EXERCISE: Return every line of the data that contains the string "East".

INFORMATION SUPPLIED:
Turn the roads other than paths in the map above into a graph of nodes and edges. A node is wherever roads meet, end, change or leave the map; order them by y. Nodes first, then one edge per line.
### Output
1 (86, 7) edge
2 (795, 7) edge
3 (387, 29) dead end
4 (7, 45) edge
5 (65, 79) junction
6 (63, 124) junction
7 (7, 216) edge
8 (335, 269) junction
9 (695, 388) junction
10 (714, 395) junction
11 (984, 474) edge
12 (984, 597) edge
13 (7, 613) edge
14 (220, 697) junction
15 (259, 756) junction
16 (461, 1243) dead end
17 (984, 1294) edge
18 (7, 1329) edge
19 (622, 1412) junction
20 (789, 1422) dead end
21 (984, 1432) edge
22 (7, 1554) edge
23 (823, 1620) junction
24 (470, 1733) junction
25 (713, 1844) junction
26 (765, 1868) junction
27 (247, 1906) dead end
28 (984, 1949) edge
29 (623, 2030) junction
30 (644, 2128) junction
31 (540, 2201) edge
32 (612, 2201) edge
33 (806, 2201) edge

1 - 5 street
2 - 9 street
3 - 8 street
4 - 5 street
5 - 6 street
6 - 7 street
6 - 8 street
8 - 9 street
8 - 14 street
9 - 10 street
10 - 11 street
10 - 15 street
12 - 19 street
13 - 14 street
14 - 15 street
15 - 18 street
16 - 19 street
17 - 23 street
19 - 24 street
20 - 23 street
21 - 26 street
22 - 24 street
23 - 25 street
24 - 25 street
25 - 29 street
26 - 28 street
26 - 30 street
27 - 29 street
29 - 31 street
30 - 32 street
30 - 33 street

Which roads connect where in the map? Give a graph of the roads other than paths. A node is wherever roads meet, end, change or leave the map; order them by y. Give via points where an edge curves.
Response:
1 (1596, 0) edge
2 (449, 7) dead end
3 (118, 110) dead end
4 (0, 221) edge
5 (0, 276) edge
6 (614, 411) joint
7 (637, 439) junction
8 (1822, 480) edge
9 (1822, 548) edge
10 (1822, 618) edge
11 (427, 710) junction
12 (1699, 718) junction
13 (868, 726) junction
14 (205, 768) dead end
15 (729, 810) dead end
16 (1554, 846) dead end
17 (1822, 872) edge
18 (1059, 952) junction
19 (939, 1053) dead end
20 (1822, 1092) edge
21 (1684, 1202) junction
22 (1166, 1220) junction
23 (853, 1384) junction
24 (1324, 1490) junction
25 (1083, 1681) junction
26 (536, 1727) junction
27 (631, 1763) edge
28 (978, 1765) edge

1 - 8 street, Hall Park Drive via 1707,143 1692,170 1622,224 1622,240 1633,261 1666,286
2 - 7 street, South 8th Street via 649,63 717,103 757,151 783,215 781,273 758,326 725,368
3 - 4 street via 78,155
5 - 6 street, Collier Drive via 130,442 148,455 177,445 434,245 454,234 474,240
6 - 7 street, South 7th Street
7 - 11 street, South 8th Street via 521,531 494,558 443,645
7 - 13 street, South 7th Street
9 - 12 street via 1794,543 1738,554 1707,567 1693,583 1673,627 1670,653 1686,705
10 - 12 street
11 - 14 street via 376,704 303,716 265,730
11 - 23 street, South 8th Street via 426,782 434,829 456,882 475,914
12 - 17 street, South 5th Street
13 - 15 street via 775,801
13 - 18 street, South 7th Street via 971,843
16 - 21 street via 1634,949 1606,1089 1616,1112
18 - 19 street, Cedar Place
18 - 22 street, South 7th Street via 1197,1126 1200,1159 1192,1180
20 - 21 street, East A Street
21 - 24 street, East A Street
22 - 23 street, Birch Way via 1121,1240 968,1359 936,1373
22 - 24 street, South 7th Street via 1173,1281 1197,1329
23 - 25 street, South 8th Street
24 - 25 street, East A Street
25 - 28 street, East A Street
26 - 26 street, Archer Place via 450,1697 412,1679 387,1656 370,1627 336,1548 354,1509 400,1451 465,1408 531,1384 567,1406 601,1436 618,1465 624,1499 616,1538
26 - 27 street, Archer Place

TASK SOLUTION:
20 - 21 street, East A Street
21 - 24 street, East A Street
24 - 25 street, East A Street
25 - 28 street, East A Street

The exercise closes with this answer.